Carol Whitney Britto, virtuoso jazz pianist, died March 16, 2012 in New York City. Born in Cleveland, OH in 1935, she is survived by her children Jeff Britto, Karen Carter, and Eric Britto, her sister Jeanne Casey (Larry), her brother Mike Whitney (Rosemary), grandchildren, and loving nieces, nephews and friends. She was preceded in death by her husband, well-known bass player Bill Britto, and by her sisters Marilyn Whitney and Ilene McCarthy (Larry).
Carol Britto spent twenty years in Toronto before relocating to New York. In New York Carol played all the major clubs - Knickerbocker, Fortune Garden Pavilion, Village Corner, Birdland, Café Gianluca, J's, Zinno, Carnegie Tavern, Hanratty's, the Rainbow Room.

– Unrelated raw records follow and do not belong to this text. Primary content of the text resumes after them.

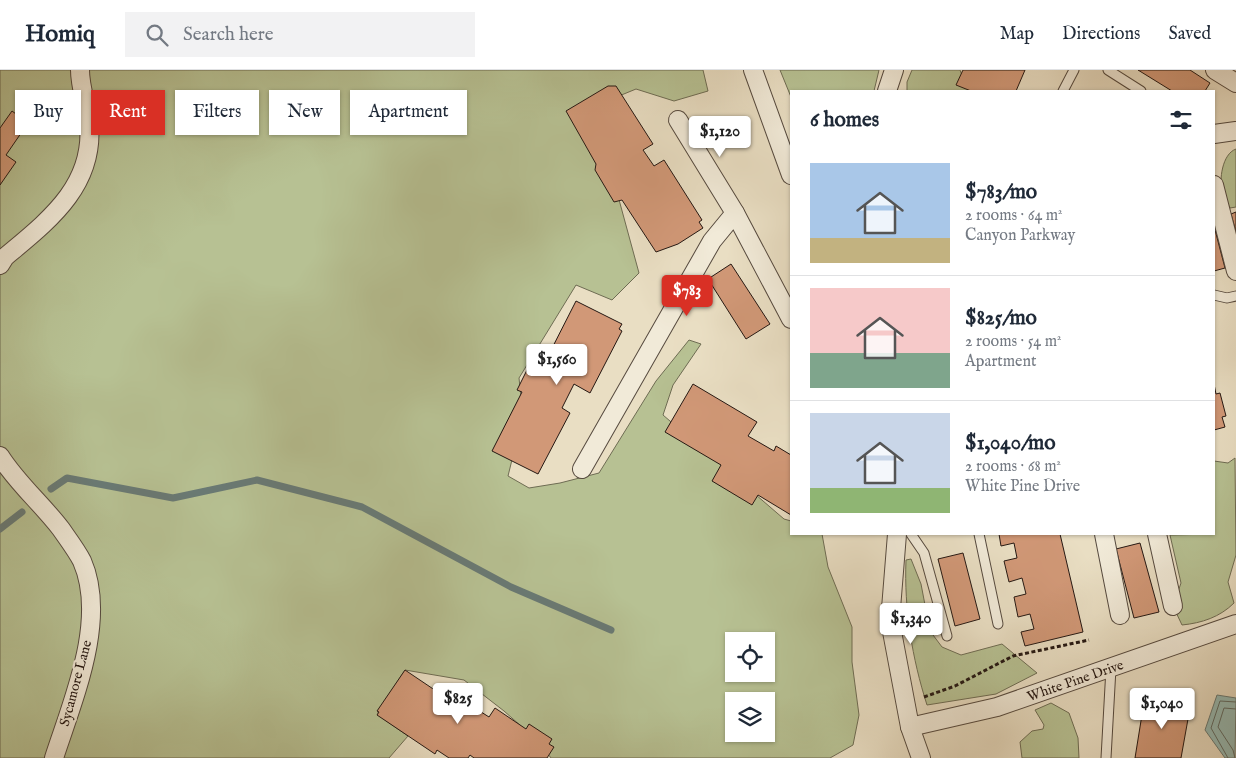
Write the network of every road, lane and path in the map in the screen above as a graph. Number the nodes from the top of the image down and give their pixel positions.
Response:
1 (80, 70) edge
2 (753, 70) edge
3 (894, 70) edge
4 (1074, 70) edge
5 (1108, 70) edge
6 (1215, 70) edge
7 (1236, 83) edge
8 (887, 90) edge
9 (1064, 90) edge
10 (1139, 90) edge
11 (678, 120) dead end
12 (1236, 131) edge
13 (1215, 134) edge
14 (790, 172) edge
15 (1215, 189) edge
16 (735, 213) junction
17 (0, 265) edge
18 (1236, 271) edge
19 (1215, 295) edge
20 (1236, 296) edge
21 (790, 317) edge
22 (0, 456) edge
23 (582, 469) dead end
24 (896, 535) edge
25 (913, 535) edge
26 (979, 535) edge
27 (1104, 535) edge
28 (1157, 535) edge
29 (1173, 606) dead end
30 (1120, 615) dead end
31 (998, 624) dead end
32 (1236, 624) edge
33 (947, 636) dead end
34 (1089, 640) dead end
35 (1111, 668) junction
36 (907, 708) junction
37 (910, 727) junction
38 (54, 758) edge
39 (921, 758) edge
40 (1106, 758) edge

1 - 17 street
2 - 14 street
3 - 8 street
4 - 9 lane
5 - 10 lane
6 - 7 street
11 - 16 street
12 - 13 street
15 - 18 street
16 - 21 street
16 - 23 street
19 - 20 lane
22 - 38 street, Sycamore Lane
24 - 36 street
25 - 33 lane
26 - 31 lane
27 - 30 street
28 - 29 street
32 - 35 street, White Pine Drive
34 - 36 path
35 - 37 street, White Pine Drive
35 - 40 lane
36 - 37 street
37 - 39 street

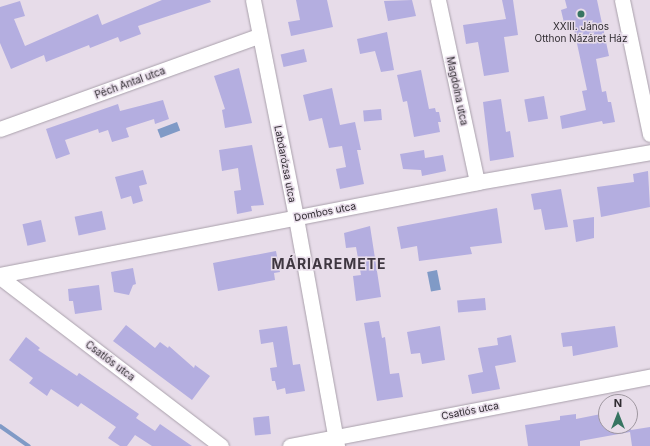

Britto studied with Oscar Peterson. "Oscar taught me how to be a take-charge pianist," she said. Her forceful energetic technique was often compared to his. With her Trio comprised of bassist Bill Britto, David Young or Michel Donato and drummer Don Vickery she was the long-time favorite at the Lyte's jazz room in Toronto's Royal York Hotel. Holding court at Georges Spaghetti House and Bourbon Street in the seventies and eighties. She was organist for the Toronto Blue Jays. She played at colleges and jazz festivals throughout North America. She was chosen to be an exclusive Baldwin Piano artist.
Famous in her own right, both solo and as a leader of her Carol Britto Trio, but perhaps best known as an accompanist par excellence. During her career she accompanied most of the legendary names in jazz, including Chet Baker, Benny Carter, Helen Humes, Joe Williams, Major Holley, Zoot Sims, Phoebe Snow, Joe Venuti, Doc Cheatham, Marvin Stamm, Roy Eldridge, Flip Phillips, Bobby Rosengarden, Eddie "Lockjaw" Davis, Gary Mazzaroppi, Milt Jackson, Lance Hayward, Tootsie Bean, and Michael Moore. She played with Percy Faith and his Orchestra. She toured with the Tommy Dorsey Band.
Trumpet player Marvin Stamm said of her, "If a visiting jazzman wants a powerful yet sensitive musical companion at the piano, nobody in the business can equal her." Tenor saxophonist Eddie "Lockjaw" Davis called her "Lady Britto, the Countess Basie of the piano." The great jazz violinist Joe Venuti called her simply, "Mother Jazz."
Britto's albums won her a wider audience and acclaim - "Alone Together" with Flip Phillips and Michael Moore, and "Inner Voices" with Michael Moore, both on the Town Crier label.
Carol Britto's daughter Karen plans a memorial website at CarolBritto.com.